Your answer should be one number, the count of lines in the entries holding the word "Norval".

**DATA**

—————

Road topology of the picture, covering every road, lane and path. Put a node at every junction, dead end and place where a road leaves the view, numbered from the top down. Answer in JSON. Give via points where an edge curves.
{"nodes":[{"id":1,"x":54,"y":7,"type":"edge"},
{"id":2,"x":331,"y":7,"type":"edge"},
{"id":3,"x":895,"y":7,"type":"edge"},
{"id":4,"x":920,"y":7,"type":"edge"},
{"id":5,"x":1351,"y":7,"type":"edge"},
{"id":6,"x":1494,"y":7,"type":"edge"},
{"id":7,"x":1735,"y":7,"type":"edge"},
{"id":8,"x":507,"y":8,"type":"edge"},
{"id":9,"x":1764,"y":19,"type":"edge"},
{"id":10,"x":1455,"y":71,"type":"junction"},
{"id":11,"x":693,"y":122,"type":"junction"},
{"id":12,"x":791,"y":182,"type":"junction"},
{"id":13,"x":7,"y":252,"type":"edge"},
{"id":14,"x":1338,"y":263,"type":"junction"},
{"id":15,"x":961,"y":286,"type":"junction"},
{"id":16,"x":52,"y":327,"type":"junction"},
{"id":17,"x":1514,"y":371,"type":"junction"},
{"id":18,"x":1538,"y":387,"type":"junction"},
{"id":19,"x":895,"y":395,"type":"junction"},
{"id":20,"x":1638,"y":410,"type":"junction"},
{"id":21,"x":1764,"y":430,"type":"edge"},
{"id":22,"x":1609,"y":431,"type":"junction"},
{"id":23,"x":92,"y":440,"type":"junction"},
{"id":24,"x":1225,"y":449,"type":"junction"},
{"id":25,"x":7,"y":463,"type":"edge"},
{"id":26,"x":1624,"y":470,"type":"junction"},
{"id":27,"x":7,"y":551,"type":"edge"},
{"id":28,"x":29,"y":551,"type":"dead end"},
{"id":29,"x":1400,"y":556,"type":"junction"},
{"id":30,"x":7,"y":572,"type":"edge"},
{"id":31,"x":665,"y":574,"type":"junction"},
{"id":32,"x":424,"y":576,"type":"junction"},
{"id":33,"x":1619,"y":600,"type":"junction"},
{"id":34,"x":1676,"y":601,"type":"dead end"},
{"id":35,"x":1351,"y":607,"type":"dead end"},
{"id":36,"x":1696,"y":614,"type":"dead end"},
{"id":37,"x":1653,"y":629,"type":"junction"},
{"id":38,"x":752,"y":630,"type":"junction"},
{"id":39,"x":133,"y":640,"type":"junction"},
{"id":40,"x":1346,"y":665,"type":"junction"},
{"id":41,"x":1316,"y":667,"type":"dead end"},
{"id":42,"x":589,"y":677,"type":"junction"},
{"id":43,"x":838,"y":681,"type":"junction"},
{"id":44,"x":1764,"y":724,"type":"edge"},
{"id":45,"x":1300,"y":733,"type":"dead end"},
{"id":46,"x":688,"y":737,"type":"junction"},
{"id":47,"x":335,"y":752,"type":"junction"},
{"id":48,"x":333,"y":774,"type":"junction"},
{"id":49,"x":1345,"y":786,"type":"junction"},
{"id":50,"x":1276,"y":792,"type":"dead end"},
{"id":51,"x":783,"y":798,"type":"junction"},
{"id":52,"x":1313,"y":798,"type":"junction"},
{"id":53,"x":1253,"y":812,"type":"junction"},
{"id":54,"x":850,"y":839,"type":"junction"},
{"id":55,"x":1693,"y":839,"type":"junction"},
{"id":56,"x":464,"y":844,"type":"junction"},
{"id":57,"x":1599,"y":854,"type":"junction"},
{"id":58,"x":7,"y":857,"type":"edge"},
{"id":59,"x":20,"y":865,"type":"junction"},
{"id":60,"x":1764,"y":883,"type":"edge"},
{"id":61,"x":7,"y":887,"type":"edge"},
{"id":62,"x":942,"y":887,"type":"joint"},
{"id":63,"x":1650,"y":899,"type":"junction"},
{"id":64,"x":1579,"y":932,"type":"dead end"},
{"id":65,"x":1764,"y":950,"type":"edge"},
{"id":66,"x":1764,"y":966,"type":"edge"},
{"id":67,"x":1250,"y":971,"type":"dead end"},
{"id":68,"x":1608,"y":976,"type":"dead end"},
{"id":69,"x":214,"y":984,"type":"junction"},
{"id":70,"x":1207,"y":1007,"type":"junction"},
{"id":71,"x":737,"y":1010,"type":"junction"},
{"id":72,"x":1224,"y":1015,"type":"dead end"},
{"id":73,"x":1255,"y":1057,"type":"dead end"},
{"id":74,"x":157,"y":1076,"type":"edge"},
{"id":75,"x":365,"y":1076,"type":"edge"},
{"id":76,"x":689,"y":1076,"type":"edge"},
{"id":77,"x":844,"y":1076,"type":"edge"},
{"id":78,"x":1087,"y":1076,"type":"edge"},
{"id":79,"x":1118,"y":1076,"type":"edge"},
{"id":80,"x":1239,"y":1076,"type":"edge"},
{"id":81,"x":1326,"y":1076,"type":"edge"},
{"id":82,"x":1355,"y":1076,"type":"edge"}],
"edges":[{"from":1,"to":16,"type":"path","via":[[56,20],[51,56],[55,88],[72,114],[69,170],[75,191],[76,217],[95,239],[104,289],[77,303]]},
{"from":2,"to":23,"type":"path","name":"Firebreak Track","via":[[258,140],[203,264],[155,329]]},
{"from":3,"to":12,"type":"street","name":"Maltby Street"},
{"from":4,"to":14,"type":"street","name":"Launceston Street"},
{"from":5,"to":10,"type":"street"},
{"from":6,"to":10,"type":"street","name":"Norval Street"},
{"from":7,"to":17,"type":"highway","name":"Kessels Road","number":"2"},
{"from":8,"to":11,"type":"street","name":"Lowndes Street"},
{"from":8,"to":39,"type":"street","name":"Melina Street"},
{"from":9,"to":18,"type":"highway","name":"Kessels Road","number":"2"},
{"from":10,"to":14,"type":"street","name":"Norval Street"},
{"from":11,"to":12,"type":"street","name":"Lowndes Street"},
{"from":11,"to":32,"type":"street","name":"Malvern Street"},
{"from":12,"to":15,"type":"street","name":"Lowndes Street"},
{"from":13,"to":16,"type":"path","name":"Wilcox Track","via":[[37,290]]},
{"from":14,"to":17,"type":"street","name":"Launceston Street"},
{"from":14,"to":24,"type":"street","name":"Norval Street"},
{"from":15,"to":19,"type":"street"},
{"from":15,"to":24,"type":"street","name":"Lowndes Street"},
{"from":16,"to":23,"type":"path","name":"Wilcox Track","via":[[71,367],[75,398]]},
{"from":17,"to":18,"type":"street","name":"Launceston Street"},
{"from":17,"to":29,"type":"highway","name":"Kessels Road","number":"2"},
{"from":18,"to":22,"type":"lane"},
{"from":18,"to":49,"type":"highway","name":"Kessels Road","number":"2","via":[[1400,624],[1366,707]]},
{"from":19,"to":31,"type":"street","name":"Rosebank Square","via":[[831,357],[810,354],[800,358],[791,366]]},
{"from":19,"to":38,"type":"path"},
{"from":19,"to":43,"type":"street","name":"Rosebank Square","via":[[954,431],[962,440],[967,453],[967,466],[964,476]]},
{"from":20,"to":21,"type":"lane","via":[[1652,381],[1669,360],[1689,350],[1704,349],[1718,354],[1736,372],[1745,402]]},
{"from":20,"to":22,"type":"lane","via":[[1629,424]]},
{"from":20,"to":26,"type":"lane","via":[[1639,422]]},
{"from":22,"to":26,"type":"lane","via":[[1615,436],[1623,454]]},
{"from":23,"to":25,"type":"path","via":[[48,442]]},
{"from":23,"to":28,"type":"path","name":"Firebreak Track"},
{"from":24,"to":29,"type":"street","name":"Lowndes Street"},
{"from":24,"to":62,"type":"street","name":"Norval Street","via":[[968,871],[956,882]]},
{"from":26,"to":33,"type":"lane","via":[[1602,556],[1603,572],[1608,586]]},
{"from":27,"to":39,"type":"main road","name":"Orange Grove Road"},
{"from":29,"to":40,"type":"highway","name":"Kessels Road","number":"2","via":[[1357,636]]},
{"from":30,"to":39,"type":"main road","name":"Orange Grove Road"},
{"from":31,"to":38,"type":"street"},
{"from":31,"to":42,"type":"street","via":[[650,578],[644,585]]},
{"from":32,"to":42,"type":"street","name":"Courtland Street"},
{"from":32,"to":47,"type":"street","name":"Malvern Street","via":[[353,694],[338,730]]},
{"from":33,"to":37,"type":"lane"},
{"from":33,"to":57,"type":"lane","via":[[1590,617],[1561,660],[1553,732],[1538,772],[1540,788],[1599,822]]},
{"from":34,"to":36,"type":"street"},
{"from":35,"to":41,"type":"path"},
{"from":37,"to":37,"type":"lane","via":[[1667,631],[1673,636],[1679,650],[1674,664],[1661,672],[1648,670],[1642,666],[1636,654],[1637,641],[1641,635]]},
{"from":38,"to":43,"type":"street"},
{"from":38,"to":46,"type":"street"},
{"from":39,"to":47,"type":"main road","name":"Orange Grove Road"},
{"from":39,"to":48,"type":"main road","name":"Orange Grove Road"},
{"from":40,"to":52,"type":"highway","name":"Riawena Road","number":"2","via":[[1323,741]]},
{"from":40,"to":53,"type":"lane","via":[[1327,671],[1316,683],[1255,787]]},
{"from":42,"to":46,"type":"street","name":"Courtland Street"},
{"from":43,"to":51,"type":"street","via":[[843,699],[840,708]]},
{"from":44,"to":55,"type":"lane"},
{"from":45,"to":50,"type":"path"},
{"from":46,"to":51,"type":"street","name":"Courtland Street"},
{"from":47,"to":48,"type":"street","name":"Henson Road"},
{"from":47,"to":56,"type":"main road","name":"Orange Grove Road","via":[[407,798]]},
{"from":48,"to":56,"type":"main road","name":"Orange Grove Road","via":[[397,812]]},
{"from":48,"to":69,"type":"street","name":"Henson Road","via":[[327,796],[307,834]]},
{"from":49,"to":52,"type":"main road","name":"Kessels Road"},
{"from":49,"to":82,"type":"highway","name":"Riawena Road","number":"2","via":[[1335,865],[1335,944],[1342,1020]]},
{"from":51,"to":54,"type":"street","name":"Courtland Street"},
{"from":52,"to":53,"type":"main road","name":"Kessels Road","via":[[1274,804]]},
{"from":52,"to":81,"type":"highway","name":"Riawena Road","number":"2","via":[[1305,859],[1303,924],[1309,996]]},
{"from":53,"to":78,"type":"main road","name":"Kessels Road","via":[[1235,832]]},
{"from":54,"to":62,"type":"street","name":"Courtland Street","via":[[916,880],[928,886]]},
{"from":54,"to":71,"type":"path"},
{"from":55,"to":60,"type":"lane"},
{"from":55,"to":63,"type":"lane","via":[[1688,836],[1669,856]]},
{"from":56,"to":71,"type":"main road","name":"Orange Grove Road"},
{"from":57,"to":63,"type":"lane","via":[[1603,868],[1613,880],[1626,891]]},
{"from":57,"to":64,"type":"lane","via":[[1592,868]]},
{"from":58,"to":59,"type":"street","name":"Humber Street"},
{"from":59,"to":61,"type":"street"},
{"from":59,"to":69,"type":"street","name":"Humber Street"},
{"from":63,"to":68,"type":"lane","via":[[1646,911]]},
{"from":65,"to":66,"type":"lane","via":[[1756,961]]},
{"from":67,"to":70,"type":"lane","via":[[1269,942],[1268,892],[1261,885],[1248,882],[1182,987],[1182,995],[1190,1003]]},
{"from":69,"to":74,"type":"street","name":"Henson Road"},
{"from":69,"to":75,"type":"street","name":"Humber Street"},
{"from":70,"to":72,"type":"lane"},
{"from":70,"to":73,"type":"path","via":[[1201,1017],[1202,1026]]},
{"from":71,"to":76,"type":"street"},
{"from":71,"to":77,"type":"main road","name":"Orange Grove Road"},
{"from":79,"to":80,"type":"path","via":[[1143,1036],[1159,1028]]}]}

—————

**ANSWER SPACE**
4